(SUPPLIED DATA begins)

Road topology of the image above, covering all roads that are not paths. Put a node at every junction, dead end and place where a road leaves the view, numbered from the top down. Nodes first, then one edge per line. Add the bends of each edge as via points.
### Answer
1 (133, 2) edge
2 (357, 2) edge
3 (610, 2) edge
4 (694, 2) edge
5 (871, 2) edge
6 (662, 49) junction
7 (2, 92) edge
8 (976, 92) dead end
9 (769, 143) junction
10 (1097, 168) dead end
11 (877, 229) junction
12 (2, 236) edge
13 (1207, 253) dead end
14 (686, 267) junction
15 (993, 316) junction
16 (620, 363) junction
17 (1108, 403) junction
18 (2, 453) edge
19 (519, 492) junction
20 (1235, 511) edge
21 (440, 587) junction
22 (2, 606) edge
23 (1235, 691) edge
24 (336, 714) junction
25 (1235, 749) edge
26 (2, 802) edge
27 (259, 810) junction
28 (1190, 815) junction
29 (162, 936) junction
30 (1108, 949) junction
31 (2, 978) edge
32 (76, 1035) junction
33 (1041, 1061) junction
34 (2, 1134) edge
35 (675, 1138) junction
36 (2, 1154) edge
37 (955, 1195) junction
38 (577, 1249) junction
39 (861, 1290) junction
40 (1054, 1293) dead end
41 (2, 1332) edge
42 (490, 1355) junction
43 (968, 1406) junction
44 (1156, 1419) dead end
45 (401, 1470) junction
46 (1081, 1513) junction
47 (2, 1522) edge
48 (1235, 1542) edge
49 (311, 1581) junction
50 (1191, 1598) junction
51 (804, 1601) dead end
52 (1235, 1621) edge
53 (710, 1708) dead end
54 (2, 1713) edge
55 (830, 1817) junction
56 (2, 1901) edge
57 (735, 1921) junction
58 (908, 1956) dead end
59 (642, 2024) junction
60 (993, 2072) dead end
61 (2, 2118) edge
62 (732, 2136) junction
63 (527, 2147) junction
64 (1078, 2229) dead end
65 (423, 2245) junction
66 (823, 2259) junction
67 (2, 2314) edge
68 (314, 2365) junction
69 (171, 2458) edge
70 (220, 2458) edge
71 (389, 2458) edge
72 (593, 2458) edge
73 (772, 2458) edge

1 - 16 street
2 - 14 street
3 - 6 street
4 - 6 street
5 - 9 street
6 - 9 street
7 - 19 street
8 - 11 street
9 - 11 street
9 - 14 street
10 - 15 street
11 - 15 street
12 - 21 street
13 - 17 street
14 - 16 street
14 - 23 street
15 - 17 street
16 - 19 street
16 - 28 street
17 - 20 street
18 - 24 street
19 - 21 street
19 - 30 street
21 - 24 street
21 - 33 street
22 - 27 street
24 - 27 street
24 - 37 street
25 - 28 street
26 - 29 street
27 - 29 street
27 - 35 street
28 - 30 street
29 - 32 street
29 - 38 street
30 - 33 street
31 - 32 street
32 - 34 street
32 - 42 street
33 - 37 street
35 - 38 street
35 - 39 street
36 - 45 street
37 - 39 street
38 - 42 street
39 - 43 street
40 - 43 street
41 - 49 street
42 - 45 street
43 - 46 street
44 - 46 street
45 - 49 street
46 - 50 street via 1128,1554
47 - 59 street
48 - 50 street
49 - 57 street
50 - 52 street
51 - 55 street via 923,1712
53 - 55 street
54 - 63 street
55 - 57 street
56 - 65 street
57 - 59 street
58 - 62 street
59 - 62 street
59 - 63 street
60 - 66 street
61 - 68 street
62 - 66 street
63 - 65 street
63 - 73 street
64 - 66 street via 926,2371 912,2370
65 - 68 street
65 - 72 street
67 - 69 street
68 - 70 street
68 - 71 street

(SUPPLIED DATA ends)

- TASK ITEM
Wherever a line of the data holds "dead", copy that line.

- EXERCISE RESPONSE
Road topology of the image above, covering all roads that are not paths. Put a node at every junction, dead end and place where a road leaves the view, numbered from the top down. Nodes first, then one edge per line. Add the bends of each edge as via points.
8 (976, 92) dead end
10 (1097, 168) dead end
13 (1207, 253) dead end
40 (1054, 1293) dead end
44 (1156, 1419) dead end
51 (804, 1601) dead end
53 (710, 1708) dead end
58 (908, 1956) dead end
60 (993, 2072) dead end
64 (1078, 2229) dead end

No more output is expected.